Goal of the exercise: Find the lines in the records that carry the word "Avenue". Copy each one.

Stored records:
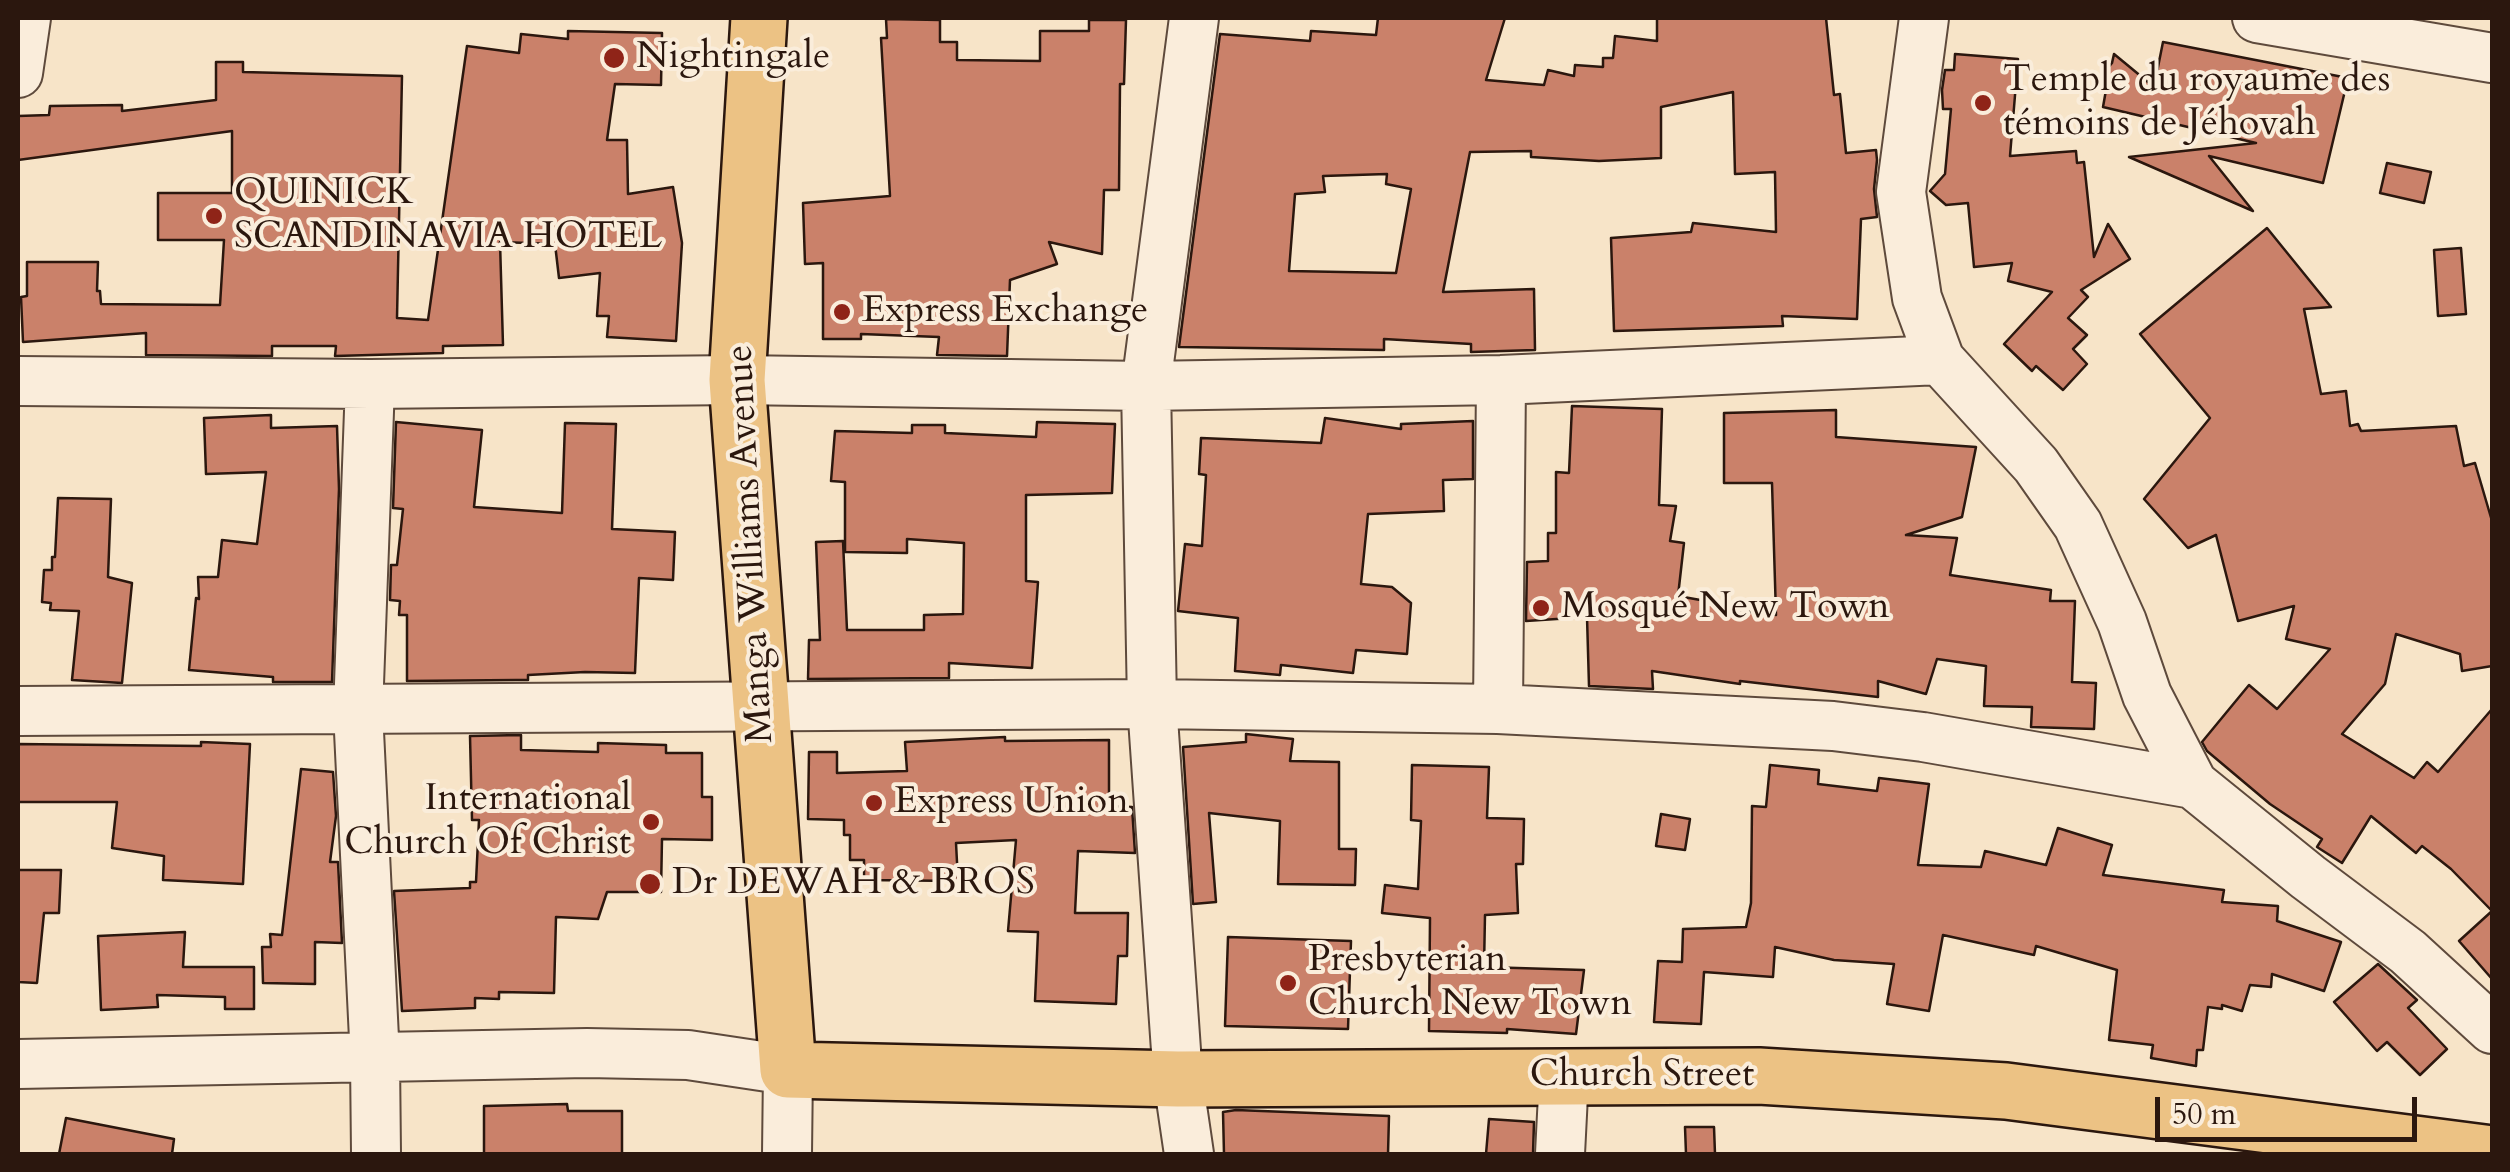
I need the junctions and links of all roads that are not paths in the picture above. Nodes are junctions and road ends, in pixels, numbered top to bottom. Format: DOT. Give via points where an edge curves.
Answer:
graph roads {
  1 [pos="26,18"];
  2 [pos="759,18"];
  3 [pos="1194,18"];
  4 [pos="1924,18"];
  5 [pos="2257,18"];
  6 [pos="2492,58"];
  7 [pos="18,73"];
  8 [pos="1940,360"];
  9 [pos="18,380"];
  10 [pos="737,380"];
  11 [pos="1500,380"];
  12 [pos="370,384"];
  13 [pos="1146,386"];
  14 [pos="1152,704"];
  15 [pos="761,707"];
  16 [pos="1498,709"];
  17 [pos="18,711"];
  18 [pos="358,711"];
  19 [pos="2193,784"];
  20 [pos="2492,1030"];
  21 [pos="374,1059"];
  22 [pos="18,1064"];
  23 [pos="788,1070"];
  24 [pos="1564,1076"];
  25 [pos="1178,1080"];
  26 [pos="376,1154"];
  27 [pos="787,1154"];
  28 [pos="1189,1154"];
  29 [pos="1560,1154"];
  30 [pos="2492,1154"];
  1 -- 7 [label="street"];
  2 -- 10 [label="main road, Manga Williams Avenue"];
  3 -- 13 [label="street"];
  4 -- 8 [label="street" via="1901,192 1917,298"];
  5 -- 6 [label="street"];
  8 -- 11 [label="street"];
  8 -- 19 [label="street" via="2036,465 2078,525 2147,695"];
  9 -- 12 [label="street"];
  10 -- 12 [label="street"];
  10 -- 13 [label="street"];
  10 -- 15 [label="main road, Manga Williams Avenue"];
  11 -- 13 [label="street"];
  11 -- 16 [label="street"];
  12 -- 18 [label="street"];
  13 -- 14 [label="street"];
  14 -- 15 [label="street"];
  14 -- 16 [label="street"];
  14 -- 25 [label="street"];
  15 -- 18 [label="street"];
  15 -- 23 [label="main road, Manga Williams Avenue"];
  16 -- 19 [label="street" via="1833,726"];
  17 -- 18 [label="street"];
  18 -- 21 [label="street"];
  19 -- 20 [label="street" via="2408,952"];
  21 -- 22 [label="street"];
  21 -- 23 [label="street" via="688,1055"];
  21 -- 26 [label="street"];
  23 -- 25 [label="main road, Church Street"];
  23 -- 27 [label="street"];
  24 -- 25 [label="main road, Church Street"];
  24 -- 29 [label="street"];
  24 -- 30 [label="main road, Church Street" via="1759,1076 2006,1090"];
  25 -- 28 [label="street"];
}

Answer:
  2 -- 10 [label="main road, Manga Williams Avenue"];
  10 -- 15 [label="main road, Manga Williams Avenue"];
  15 -- 23 [label="main road, Manga Williams Avenue"];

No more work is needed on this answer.